As the number of neighbors increases, the percentage different decreases, however, the number it increases by gets incrementally smaller while the model gets incrementally more complex. For this reason, the k-nearest neighbor algorithm will always over-fit the data for any number of neighbors, k.
The first linear regression model was tested using all the features, including the dummy variables for the sort type and array type qualitative data.
Unlike the k-nearest neighbors algorithm, linear regression seems to be a much better choice.
The first column to the right lists the name of all the independent variables, while the P>|t| column shows their P-value. The P-value is the probability that a coefficient appears in our data due to random chance. Since we want all the coefficients to be representative of the data, P should be as close to zero as possible. In this manner, P is often used to determine the statistical significance of a variable in machine learning. A common threshold for P is 0.05, meaning that coefficients with a P-value of 0.05 or higher are usually dropped from the model because they are considered statistically insignificant. However, it is worth noting that this alone is not a reliable metric for evaluating our model. This dateset is a good example as to why. But first, let us observe the histogram and scatter plot of this model.
Although the histogram is not exactly normally distributed and the scatter plot shows a pattern, the order of magnitude of the residuals is in the 1 × 10⁻⁷ range, therefore the difference between the actual - predicted average time is negligible.
For the second linear regression model, the independent variables with a P-value higher than or equal to the threshold of 0.05 are dropped from the model. Or in other words, by dropping the independent variables with high P-values, the regression model can be simplified without affecting the model.
As expected, the R-squared value did not change.
These results demonstrate that the test times are the only parameters needed to accurately predict the average time, and since the average time is the average of all the test times, it makes sense. However, as demonstrated in the analysis, the sort order and array type are crucial to the test times, which if judging by R-squared and P, one would think otherwise.

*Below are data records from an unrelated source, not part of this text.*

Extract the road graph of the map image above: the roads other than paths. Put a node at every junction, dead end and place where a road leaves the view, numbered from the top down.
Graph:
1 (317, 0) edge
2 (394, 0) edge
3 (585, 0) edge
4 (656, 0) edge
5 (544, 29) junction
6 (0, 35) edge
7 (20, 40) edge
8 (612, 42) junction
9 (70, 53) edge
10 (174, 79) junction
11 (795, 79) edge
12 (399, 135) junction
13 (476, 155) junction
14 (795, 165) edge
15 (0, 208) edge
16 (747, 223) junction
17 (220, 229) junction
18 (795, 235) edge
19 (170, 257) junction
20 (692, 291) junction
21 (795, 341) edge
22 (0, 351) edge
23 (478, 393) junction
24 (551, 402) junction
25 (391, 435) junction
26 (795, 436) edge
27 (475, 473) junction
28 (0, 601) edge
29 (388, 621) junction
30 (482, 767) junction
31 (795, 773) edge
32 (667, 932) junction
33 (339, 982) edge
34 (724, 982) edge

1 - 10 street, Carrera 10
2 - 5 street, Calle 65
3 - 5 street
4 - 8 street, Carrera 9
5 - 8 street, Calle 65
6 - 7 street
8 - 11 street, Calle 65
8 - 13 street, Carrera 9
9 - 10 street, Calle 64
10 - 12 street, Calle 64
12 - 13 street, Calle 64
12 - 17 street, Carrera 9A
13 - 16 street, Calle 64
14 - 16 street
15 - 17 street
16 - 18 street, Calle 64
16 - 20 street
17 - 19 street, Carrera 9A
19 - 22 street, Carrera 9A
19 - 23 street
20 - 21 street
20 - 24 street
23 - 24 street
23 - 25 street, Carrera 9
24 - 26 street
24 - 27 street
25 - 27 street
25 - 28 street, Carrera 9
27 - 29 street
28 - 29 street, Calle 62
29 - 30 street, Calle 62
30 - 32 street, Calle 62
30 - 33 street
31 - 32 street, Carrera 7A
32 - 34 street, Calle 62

Since the k-nearest neighbors model is out of the question, I would recommend the first linear model with all the independent variables because the sort and array type are essential to the test times despite the linear regression algorithm computing a low correlation. Furthermore, by only keeping the test times, it is not possible make predictions using the sort and array type, which might be desirable. In conclusion, the results of this evaluation illustrates the importance of analyzing and understanding the data in order to correctly interpret the metrics used to evaluate the learning algorithms. This is because having an understanding makes it possible to gauge whether or not the metrics match our understanding and expectations of the data.